The required result is each line of the entries below containing the string "than".

Dataset items:
>>>

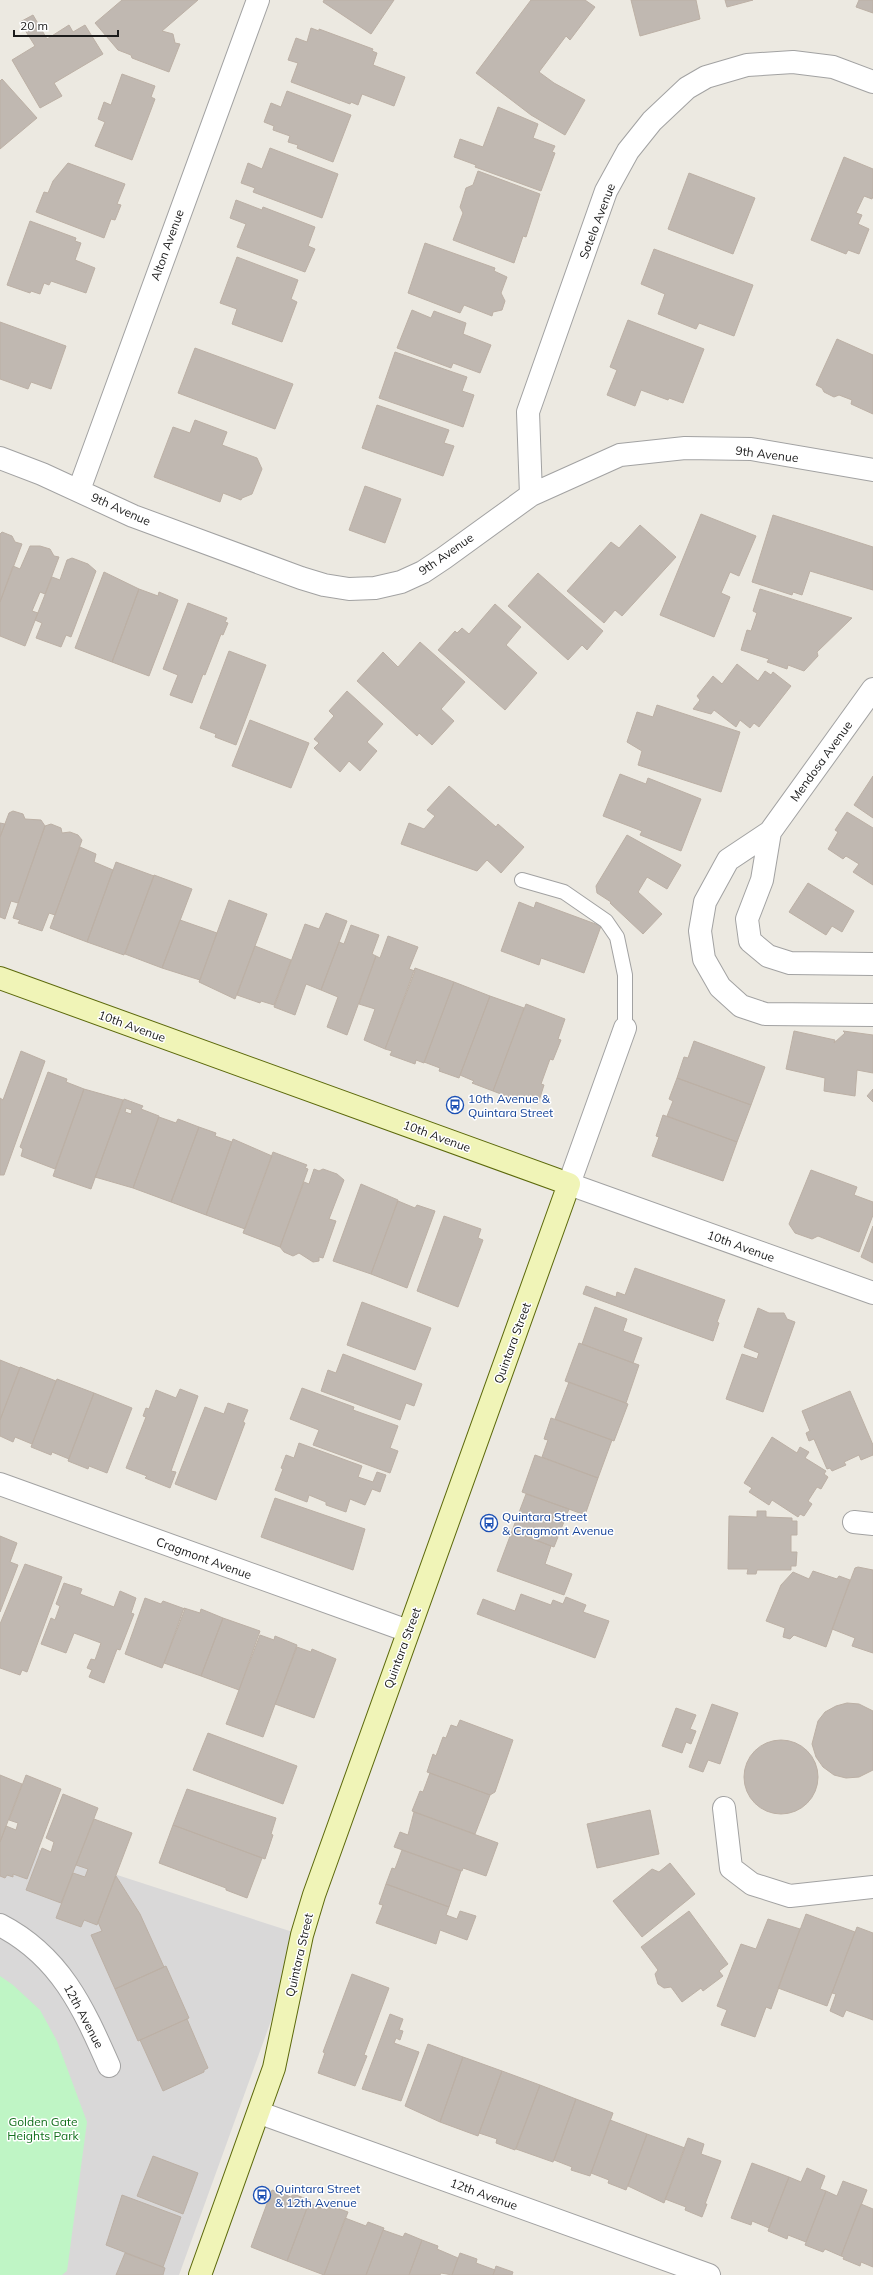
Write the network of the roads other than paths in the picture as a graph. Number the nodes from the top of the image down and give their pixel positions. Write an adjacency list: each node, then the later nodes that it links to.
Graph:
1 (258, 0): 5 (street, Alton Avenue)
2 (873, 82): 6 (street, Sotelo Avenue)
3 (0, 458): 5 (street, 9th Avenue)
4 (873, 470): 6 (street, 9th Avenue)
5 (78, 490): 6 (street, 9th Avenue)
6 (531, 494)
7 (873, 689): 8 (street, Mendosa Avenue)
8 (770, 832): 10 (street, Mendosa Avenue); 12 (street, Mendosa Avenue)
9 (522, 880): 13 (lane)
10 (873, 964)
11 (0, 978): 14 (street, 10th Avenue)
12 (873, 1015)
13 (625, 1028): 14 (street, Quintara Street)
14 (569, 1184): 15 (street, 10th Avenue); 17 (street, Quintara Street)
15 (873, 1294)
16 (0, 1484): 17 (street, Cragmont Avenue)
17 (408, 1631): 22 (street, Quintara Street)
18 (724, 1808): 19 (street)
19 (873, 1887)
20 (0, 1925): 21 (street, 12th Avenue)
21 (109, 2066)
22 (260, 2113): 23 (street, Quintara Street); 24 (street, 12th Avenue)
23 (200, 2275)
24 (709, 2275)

<<<
>>>

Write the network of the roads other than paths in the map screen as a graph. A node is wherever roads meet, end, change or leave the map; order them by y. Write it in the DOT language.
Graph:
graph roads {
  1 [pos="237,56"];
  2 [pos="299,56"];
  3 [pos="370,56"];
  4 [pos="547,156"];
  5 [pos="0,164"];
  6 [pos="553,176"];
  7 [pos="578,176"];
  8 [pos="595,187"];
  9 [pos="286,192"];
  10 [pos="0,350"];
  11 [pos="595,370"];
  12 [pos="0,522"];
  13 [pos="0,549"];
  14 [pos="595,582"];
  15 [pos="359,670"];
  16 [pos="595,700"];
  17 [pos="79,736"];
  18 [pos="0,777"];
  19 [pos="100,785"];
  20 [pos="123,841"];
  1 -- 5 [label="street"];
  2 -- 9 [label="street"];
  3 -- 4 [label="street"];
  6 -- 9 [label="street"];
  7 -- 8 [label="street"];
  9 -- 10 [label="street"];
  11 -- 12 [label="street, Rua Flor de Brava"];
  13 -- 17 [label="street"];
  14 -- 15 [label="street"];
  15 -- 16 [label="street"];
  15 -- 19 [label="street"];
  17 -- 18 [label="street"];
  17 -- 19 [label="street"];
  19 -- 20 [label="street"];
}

<<<
>>>

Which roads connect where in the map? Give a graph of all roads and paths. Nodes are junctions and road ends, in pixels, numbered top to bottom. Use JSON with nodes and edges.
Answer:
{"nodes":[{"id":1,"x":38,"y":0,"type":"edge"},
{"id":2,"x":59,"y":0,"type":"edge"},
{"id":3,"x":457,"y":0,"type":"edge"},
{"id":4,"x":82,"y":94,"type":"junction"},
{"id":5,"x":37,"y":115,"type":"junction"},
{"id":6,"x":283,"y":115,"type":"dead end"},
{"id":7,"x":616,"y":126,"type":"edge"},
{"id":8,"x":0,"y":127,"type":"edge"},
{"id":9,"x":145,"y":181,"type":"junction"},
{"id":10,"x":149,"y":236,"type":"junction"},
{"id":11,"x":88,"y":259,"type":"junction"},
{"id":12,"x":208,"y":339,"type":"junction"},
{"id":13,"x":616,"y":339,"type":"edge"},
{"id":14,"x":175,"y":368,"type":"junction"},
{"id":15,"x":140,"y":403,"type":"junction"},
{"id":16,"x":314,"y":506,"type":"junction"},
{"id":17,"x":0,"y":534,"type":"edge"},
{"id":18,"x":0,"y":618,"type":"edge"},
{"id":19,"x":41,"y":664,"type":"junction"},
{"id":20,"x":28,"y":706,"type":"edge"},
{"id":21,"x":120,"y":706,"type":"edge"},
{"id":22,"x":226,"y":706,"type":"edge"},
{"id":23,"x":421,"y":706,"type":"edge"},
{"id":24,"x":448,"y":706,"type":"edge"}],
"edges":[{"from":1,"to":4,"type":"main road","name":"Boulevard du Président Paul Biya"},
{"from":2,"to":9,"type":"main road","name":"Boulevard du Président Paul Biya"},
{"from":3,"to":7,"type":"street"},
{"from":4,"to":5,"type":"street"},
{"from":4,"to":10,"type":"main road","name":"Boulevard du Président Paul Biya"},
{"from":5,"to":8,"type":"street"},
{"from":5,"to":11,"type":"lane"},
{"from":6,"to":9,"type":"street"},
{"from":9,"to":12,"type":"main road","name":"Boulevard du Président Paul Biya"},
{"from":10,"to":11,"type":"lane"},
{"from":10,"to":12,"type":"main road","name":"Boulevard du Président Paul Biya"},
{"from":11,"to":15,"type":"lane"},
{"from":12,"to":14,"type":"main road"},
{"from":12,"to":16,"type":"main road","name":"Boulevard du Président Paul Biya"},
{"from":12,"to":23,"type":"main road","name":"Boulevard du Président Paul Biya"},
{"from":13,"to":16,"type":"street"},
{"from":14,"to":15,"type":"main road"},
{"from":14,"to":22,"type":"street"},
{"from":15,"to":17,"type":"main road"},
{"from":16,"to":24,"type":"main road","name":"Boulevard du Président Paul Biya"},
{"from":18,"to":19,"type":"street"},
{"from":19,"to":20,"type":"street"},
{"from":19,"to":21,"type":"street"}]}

<<<

RESPONSE TO THIS TASK:
Write the network of the roads other than paths in the picture as a graph. Number the nodes from the top of the image down and give their pixel positions. Write an adjacency list: each node, then the later nodes that it links to.
Write the network of the roads other than paths in the map screen as a graph. A node is wherever roads meet, end, change or leave the map; order them by y. Write it in the DOT language.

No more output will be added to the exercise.